Perhaps the most important issue facing oxygen users is the impending implementation by Medicare of its Congressionally mandated competitive bidding program. This program requires oxygen providers wishing to serve oxygen patients in 10 selected regions to submit bids, with winning bidders in each geographic area serving those regions January 1, 2011.
This program was originally slated to begin in July, 2009, but Congressional action delayed the implementation until 2011.
Oxygen users in those regions will be faced with important decisions:
- Their current oxygen provider may not be a winning bidder, and therefore will be required to choose a new provider from among winning bidders.
- The “grandfather” provision would permit not winning bidders to continue to serve their current customers as long as they accept the price set through the bidding process.

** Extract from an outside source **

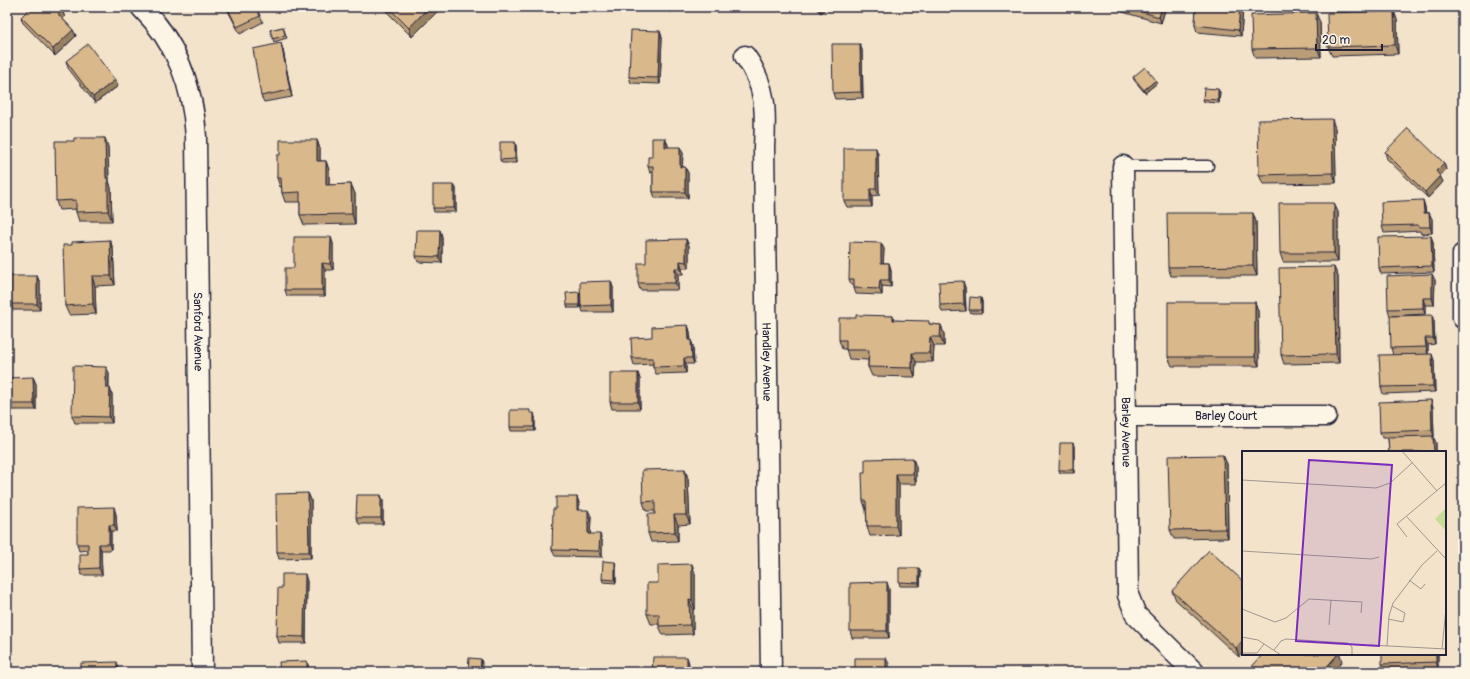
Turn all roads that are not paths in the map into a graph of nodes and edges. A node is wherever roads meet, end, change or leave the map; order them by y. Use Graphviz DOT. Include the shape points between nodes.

The link to the Medicare competitive bidding website is http://www.dmecompetitivebid.com/Palmetto/Cbic.nsf/DocsCat/Home
There is a move in the House of Representatives to repeal the competitive bidding law, and there are more than 240 co-sponsors to the legislation. There is no similar provision in the Senate, so the future of such a repeal is unclear. The House legislation is HR 3790 and can be reviewed at http://thomas.loc.gov/cgi-bin/query/z?c111:H.R.3790:
36 Month Cap
Congress has mandated that, for all practical purposes, payment for oxygen continues for 36 continuous months, after which the provider is still obligated to provide the oxygen service but receives no ongoing monthly payment from Medicare.

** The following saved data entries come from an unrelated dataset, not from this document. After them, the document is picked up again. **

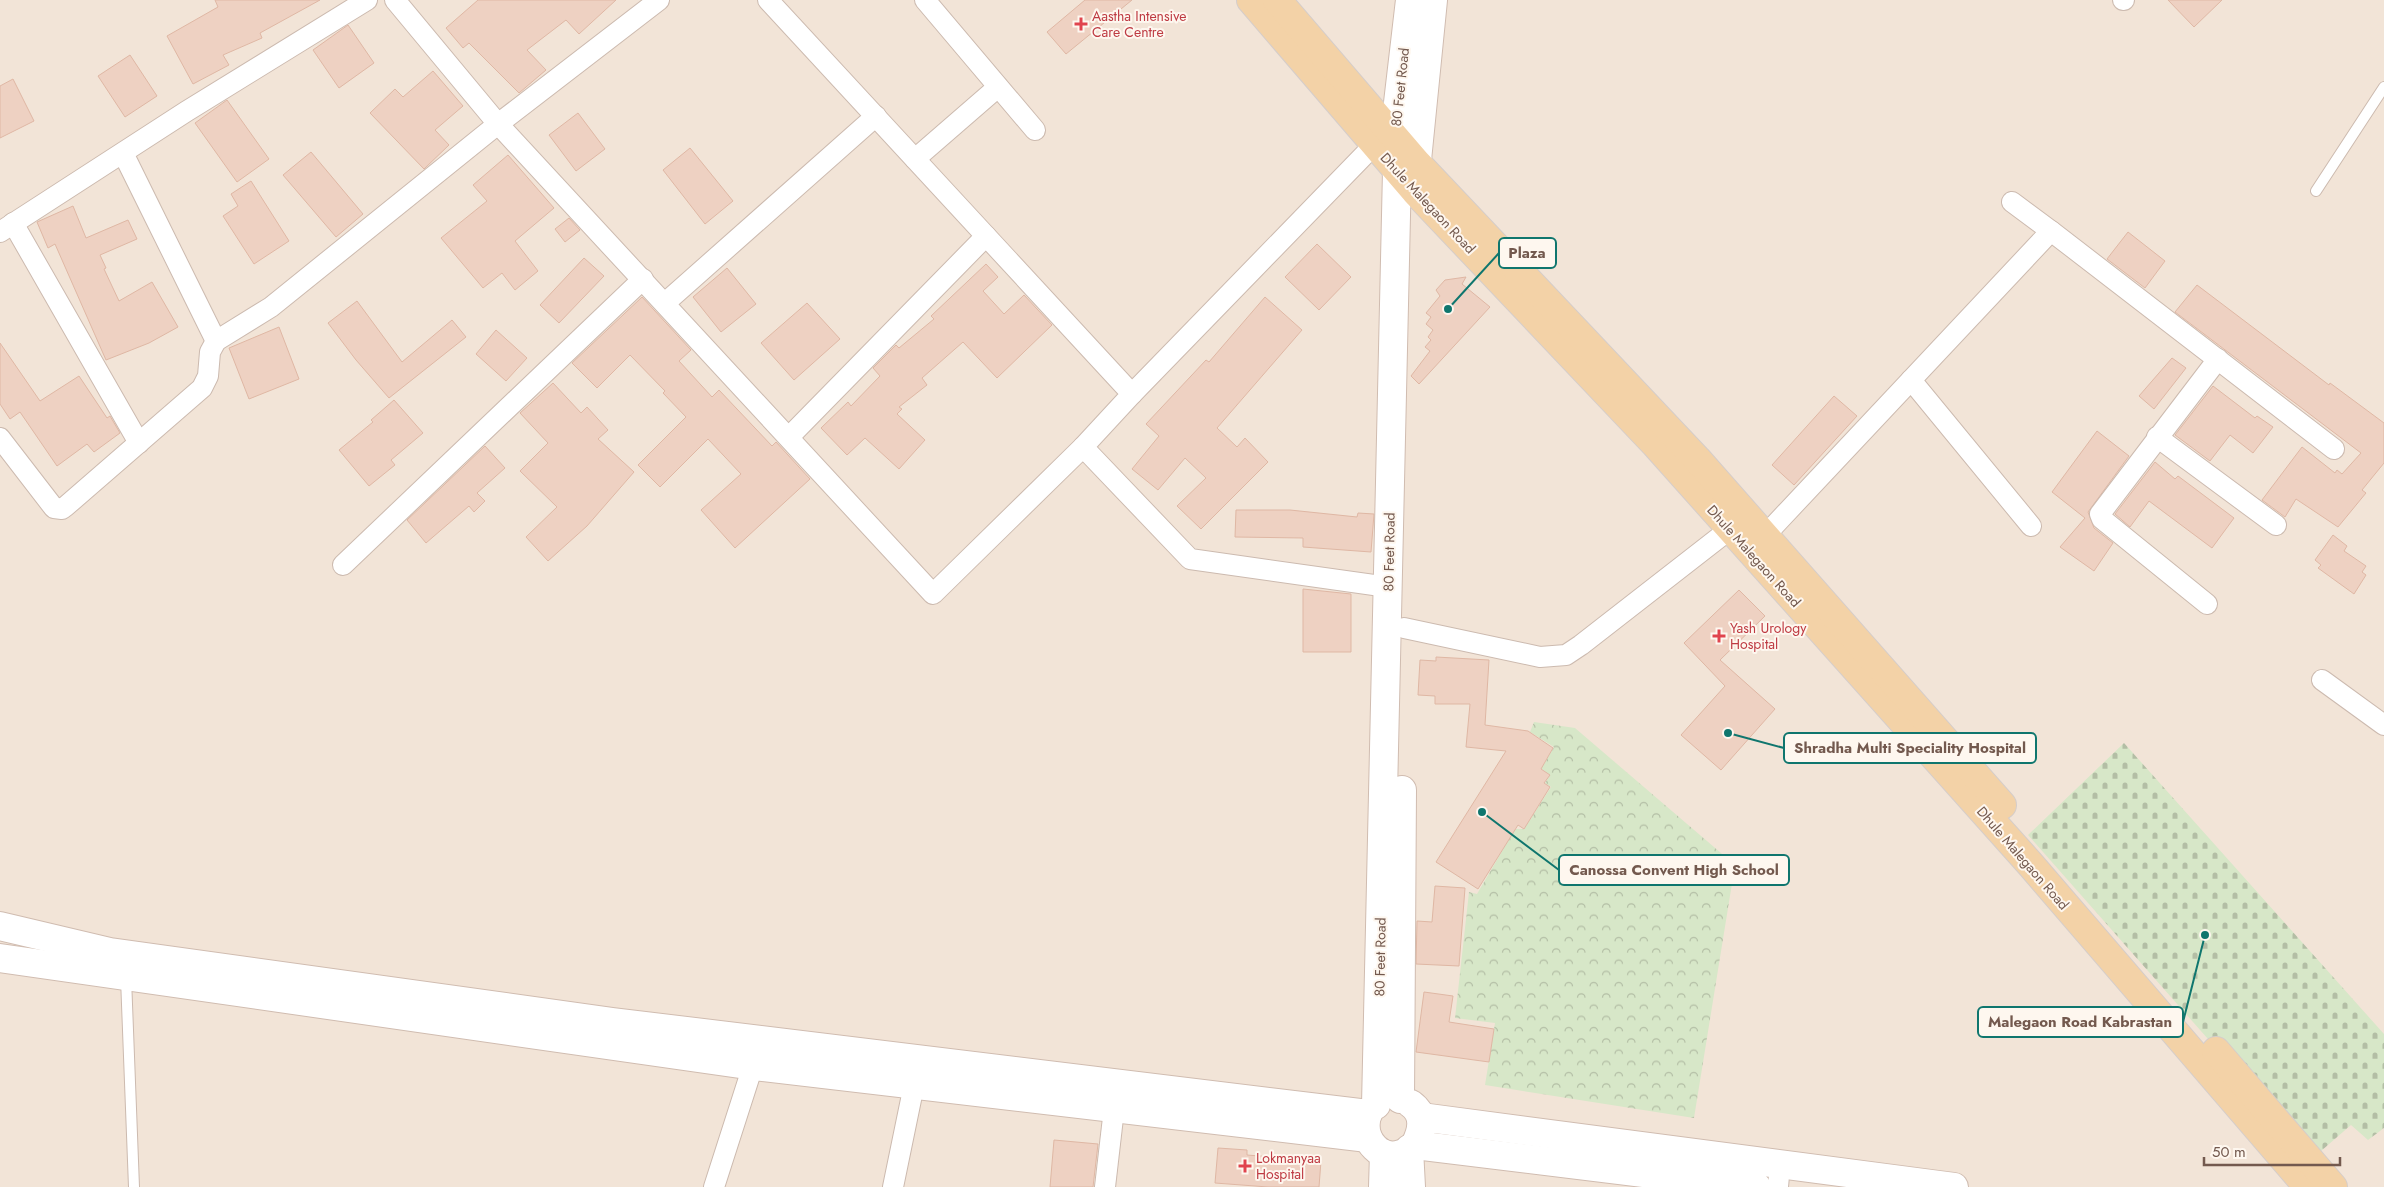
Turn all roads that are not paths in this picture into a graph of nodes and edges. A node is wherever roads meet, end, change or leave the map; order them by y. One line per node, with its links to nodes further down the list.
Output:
1 (367, 0): 16 (street)
2 (395, 0): 13 (street)
3 (659, 0): 13 (street)
4 (768, 0): 12 (street)
5 (925, 0): 10 (street)
6 (1251, 0): 15 (main road, Dhule Malegaon Road)
7 (1278, 0): 15 (main road)
8 (1410, 0): 15 (main road, 80 Feet Road)
9 (1433, 0): 18 (main road, 80 Feet Road)
10 (998, 87): 14 (street); 17 (street)
11 (2384, 87): 20 (lane)
12 (876, 116): 17 (street); 26 (street)
13 (498, 124): 25 (street); 27 (street)
14 (1035, 130)
15 (1384, 141): 18 (main road, Dhule Malegaon Road); 30 (street)
16 (123, 153): 22 (street); 27 (street)
17 (915, 159): 24 (street)
18 (1406, 166): 19 (main road, Dhule Malegaon Road); 40 (main road); 42 (main road, 80 Feet Road)
19 (1415, 191): 39 (main road, Dhule Malegaon Road); 44 (main road, 80 Feet Road)
20 (2316, 191)
21 (2012, 202): 23 (street)
22 (6, 227): 34 (street)
23 (2051, 231): 28 (street); 29 (street)
24 (986, 236): 30 (street); 31 (street)
25 (643, 279): 26 (street); 41 (street)
26 (666, 303): 31 (street)
27 (216, 342): 34 (street)
28 (2218, 359): 32 (street); 36 (street)
29 (1911, 380): 37 (street); 40 (street)
30 (1132, 394): 35 (street)
31 (789, 437): 35 (street)
32 (2158, 437): 38 (street); 43 (street)
33 (0, 438): 34 (street)
34 (139, 443)
35 (1083, 447): 42 (street)
36 (2334, 448)
37 (2031, 526)
38 (2276, 526)
39 (1730, 529): 40 (main road, Dhule Malegaon Road); 44 (street)
40 (1758, 544): 64 (main road, Dhule Malegaon Road); 65 (main road)
41 (343, 565)
42 (1388, 587): 54 (main road, 80 Feet Road)
43 (2207, 604)
44 (1404, 628): 54 (main road, 80 Feet Road)
45 (2322, 680): 46 (street)
46 (2384, 725)
47 (0, 926): 50 (main road)
48 (0, 958): 49 (main road)
49 (126, 978): 51 (main road); 56 (lane)
50 (759, 1040): 51 (street); 54 (main road)
51 (754, 1066): 52 (main road); 57 (street)
52 (914, 1086): 53 (main road); 58 (street)
53 (1114, 1109): 54 (main road); 59 (street)
54 (1389, 1129): 55 (main road); 60 (main road, 80 Feet Road); 61 (main road, 80 Feet Road); 62 (main road)
55 (1779, 1175): 63 (main road)
56 (134, 1187)
57 (714, 1187)
58 (893, 1187)
59 (1105, 1187)
60 (1383, 1187)
61 (1411, 1187)
62 (1757, 1187)
63 (1954, 1187)
64 (2308, 1187)
65 (2333, 1187)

If a beneficiary moves to a new residence after 26 months of continuous use, the original provider is obligated to continue to provide the oxygen to the customer at the new location, even if it is across the country. In most cases, the provider will identify a new local provider and the two companies and the customer will work together to meet the oxygen user’s needs.
A new oxygen system, and a new “36 month payment cycle” can begin after the 60th month of continuous use, as this is the average lifetime of oxygen equipment.